Hemoglobin E is most prevalent in mainland Southeast Asia (Thailand, Myanmar, Cambodia, Laos, Vietnam), Sri Lanka, Northeast India and Bangladesh. In mainland Southeast Asia, its prevalence can reach 30 or 40%, and Northeast India, in certain areas it has carrier rates that reach 60% of the population. In Thailand the mutation can reach 50 or 70%, and it is higher in the northeast of the country. In Sri Lanka, it can reach up to 40% and affects those of Sinhalese and Vedda descent. It is also found at high frequencies in Bangladesh and Indonesia. The trait can also appear in people of Turkish, Chinese and Filipino descent. The mutation is estimated to have arisen within the last 5,000 years. In Europe, there have been found cases of families with hemoglobin E, but in these cases, the mutation differs from the one found in South-East Asia.

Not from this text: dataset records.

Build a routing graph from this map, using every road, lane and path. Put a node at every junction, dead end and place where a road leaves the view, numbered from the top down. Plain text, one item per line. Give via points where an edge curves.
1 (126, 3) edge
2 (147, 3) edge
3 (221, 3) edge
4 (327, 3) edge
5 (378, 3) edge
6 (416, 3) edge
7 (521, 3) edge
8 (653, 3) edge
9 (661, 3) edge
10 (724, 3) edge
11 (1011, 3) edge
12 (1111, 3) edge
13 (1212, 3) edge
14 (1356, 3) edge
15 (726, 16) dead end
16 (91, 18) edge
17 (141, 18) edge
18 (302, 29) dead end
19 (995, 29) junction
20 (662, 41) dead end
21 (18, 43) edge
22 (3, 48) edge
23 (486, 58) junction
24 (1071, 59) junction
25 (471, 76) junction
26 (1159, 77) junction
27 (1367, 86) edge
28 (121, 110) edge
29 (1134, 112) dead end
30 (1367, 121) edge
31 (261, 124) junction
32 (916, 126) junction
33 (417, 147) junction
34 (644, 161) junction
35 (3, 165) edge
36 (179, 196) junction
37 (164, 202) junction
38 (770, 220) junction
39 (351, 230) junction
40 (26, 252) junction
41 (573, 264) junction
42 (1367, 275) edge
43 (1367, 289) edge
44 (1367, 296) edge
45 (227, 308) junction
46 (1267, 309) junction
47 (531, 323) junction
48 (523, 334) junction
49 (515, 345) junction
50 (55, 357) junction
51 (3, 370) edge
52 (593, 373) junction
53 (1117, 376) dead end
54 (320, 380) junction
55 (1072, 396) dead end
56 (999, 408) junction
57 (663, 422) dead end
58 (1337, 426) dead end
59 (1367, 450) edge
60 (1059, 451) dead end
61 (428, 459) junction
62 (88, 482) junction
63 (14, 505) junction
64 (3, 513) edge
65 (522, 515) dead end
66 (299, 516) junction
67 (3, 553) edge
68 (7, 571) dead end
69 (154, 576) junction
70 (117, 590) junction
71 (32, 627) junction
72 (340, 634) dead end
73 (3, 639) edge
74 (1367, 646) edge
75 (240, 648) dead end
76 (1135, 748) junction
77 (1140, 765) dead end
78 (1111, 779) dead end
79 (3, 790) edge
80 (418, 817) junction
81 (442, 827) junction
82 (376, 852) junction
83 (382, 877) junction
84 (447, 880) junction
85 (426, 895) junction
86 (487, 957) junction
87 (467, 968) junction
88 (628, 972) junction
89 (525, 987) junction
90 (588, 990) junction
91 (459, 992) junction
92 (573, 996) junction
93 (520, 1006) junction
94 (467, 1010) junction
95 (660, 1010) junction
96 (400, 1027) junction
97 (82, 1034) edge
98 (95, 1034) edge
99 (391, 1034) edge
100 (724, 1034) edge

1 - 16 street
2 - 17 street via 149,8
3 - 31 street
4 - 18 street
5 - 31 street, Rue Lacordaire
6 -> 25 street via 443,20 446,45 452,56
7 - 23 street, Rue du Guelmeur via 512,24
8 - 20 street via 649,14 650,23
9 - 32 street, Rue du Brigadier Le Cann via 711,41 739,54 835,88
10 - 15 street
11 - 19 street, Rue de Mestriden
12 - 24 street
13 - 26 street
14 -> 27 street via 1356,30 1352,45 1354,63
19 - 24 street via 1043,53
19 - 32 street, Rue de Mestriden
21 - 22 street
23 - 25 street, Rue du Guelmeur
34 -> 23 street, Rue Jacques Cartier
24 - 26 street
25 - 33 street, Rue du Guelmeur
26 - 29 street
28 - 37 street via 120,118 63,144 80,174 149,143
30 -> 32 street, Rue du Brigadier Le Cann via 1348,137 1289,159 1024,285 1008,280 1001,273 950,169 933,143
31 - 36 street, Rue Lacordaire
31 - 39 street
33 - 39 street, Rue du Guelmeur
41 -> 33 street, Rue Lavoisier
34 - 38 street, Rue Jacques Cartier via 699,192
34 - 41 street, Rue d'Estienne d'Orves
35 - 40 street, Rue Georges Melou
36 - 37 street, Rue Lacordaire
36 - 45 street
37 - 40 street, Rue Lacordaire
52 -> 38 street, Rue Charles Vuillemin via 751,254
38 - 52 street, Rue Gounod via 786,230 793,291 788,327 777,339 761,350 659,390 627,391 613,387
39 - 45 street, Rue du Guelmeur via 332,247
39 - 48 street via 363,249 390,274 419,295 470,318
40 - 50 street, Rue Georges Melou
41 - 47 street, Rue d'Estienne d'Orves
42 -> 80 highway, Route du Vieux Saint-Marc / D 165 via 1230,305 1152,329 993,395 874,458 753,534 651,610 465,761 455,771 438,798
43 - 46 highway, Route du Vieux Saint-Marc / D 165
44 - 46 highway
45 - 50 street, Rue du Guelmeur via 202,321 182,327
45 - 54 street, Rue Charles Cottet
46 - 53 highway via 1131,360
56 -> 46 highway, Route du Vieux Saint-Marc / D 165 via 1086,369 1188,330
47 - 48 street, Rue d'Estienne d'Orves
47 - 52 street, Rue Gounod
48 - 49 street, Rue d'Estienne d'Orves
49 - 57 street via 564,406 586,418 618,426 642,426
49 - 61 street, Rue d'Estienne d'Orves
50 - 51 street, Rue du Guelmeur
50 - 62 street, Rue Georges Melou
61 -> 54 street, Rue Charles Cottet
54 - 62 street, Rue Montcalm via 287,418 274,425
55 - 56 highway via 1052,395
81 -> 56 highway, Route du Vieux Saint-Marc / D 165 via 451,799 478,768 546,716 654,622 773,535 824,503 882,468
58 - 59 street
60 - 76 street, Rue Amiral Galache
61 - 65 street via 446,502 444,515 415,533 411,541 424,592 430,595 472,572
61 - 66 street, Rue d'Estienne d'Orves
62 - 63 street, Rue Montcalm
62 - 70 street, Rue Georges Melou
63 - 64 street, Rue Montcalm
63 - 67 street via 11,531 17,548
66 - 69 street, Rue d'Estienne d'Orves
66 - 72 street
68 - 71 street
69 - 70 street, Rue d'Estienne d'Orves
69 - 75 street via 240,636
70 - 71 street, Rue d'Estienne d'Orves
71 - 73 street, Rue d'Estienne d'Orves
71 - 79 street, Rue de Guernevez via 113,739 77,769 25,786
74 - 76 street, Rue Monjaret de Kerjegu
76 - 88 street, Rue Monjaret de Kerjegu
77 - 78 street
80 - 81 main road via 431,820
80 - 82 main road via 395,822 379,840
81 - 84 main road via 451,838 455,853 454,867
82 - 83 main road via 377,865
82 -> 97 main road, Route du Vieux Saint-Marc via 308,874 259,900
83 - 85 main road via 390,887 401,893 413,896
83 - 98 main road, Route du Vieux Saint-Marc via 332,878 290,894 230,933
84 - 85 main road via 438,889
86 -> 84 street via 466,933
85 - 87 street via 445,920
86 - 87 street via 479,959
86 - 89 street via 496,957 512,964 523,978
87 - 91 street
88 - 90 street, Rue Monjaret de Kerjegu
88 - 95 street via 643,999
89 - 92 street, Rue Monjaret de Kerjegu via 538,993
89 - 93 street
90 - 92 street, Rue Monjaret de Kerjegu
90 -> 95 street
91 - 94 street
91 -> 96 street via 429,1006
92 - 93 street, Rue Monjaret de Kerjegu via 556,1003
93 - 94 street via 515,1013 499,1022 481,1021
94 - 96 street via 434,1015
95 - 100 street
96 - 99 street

This means that there may be different origins of the βE mutation. Recent studies have shown that it may be possible to directly correct the haemoglobin E mutation with genome editing technology.

=== Protection against malaria ===
A number of studies have shown that the HbE mutation provides a degree of protection against infection with malaria, in common with some other hemoglobinopathies. It is therefore probable that natural selection for the gene may explain why it is most prevalent in parts of the world where malaria has historically been endemic.